**THE TASK:** Every line below that has the string "Grazer" adds one to the count. Give that count by itself.

**EXTRACTED INFORMATION:**
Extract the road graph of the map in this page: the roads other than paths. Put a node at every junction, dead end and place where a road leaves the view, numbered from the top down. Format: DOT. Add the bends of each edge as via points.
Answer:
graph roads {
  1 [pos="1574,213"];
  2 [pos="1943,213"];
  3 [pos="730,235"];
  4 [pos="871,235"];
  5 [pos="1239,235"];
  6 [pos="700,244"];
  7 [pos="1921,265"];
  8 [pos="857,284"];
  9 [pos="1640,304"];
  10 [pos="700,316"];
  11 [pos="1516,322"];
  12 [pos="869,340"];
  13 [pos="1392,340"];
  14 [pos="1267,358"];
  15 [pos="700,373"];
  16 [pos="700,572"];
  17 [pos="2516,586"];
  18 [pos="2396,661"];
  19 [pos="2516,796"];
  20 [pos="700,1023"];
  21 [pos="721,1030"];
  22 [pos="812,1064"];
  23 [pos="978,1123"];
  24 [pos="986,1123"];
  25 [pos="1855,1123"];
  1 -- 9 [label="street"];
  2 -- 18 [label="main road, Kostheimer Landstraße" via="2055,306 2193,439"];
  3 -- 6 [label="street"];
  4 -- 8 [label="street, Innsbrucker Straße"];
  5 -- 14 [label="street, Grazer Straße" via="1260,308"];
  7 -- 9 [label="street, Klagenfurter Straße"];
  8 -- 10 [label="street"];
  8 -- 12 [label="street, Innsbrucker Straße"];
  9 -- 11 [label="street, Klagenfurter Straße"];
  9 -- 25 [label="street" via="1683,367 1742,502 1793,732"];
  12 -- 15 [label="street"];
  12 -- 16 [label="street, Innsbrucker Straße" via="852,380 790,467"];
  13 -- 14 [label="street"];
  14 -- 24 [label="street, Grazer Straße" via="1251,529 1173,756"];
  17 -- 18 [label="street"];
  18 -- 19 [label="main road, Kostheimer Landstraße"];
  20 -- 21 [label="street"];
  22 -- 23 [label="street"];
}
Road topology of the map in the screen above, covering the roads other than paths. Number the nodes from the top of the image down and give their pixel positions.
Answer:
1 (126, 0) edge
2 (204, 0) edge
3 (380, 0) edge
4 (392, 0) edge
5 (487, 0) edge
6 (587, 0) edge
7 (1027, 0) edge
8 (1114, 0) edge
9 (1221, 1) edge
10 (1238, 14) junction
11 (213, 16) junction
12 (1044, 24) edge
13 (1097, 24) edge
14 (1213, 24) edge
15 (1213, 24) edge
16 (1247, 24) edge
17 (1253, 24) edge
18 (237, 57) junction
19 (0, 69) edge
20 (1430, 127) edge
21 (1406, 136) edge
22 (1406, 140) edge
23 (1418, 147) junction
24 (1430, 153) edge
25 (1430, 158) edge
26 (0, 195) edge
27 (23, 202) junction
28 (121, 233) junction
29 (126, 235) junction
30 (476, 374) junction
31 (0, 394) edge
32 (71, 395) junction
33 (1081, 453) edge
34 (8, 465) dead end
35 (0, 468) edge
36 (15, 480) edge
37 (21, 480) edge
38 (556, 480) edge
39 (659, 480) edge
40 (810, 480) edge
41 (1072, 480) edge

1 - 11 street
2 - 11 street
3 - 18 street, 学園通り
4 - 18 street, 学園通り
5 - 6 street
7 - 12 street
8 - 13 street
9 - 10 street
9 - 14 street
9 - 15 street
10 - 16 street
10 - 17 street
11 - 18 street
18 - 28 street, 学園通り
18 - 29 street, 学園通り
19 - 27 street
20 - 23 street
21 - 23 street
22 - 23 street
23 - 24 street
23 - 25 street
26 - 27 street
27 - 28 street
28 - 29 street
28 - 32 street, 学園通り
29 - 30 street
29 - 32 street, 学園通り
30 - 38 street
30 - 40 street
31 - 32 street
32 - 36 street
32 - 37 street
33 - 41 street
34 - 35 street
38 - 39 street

**EXERCISE RESULT:** 2